## What the task asks:
Find the word "every" in the records below. List each line containing it.

## Collected data entries:
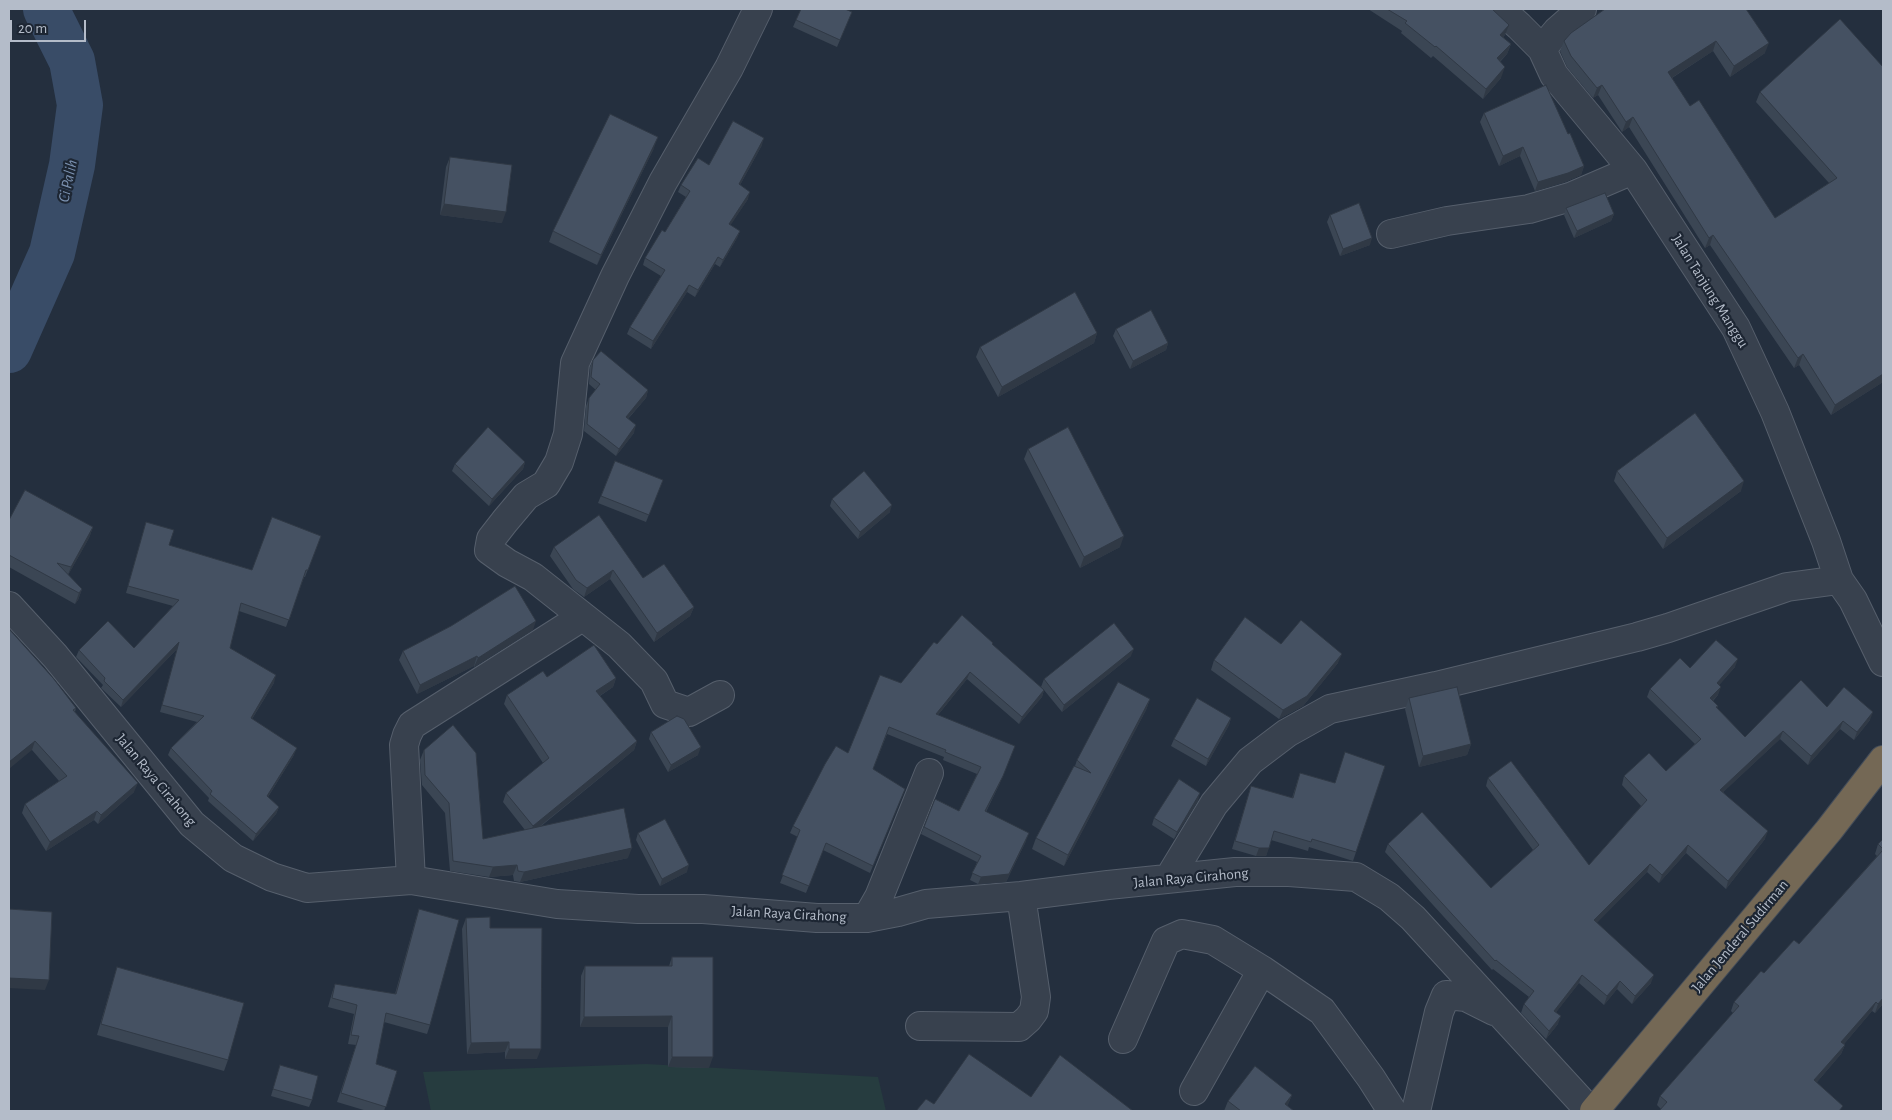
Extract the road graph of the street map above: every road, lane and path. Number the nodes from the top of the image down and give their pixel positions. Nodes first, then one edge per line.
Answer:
1 (758, 9) edge
2 (1500, 9) edge
3 (1582, 9) edge
4 (1542, 50) junction
5 (1633, 170) junction
6 (1392, 234) dead end
7 (1839, 580) junction
8 (9, 606) edge
9 (582, 617) junction
10 (1883, 662) edge
11 (720, 695) dead end
12 (1883, 760) edge
13 (929, 773) dead end
14 (1169, 878) junction
15 (411, 880) junction
16 (1022, 896) junction
17 (867, 918) junction
18 (1262, 970) junction
19 (920, 1026) dead end
20 (1123, 1039) dead end
21 (1194, 1091) dead end
22 (1392, 1111) edge
23 (1416, 1111) edge
24 (1569, 1111) edge
25 (1590, 1111) edge
26 (1594, 1111) edge

1 - 9 street
2 - 4 street, Jalan Tanjung Manggu
3 - 4 street
4 - 5 street, Jalan Tanjung Manggu
5 - 6 street
5 - 7 street, Jalan Tanjung Manggu
7 - 10 street, Jalan Tanjung Manggu
7 - 14 street
8 - 15 street, Jalan Raya Cirahong
9 - 11 street
9 - 15 street
12 - 26 highway, Jalan Jenderal Sudirman
13 - 17 street
14 - 16 street, Jalan Raya Cirahong
14 - 25 street, Jalan Raya Cirahong
15 - 17 street, Jalan Raya Cirahong
16 - 17 street, Jalan Raya Cirahong
16 - 19 street
18 - 20 street
18 - 21 street
18 - 22 street
23 - 24 street

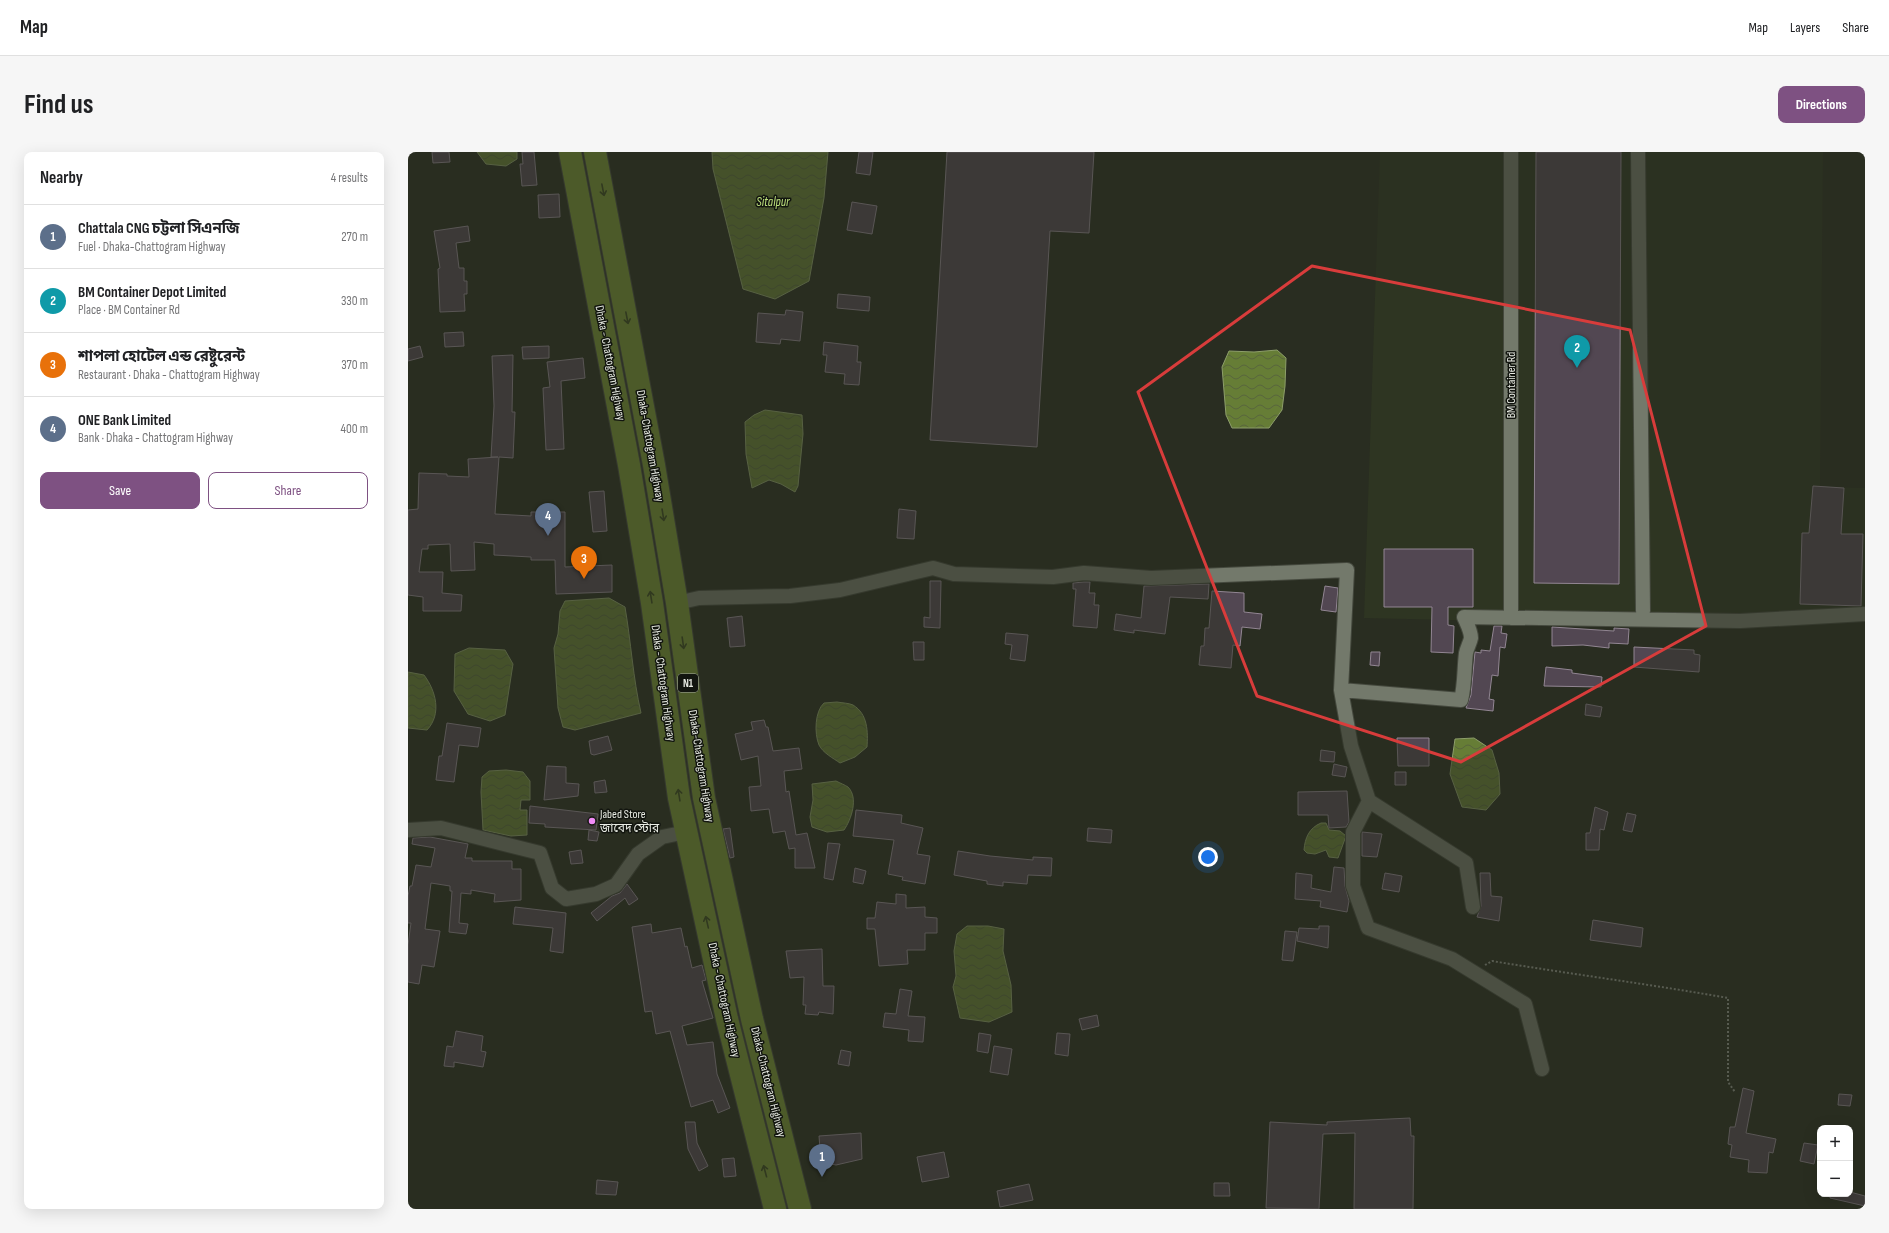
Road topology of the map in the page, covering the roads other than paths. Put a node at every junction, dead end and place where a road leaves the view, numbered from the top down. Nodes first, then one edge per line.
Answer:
1 (570, 152) edge
2 (595, 152) edge
3 (1511, 152) edge
4 (1638, 152) edge
5 (677, 603) junction
6 (1643, 611) dead end
7 (1865, 614) edge
8 (1511, 618) junction
9 (1341, 690) junction
10 (1369, 801) junction
11 (408, 830) edge
12 (686, 832) junction
13 (1473, 907) dead end
14 (1542, 1069) dead end
15 (775, 1209) edge
16 (800, 1209) edge

12 -> 1 highway, Dhaka - Chattogram Highway / N1
2 -> 5 highway, Dhaka-Chattogram Highway / N1
3 - 8 street, BM Container Rd
4 - 6 street
5 - 9 street
5 -> 16 highway, Dhaka-Chattogram Highway / N1
7 - 8 street
8 - 9 street
9 - 10 street
10 - 13 street
10 - 14 street
11 - 12 street
15 -> 12 highway, Dhaka - Chattogram Highway / N1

## Answer section:
Extract the road graph of the street map above: every road, lane and path. Number the nodes from the top of the image down and give their pixel positions. Nodes first, then one edge per line.
Road topology of the map in the page, covering the roads other than paths. Put a node at every junction, dead end and place where a road leaves the view, numbered from the top down. Nodes first, then one edge per line.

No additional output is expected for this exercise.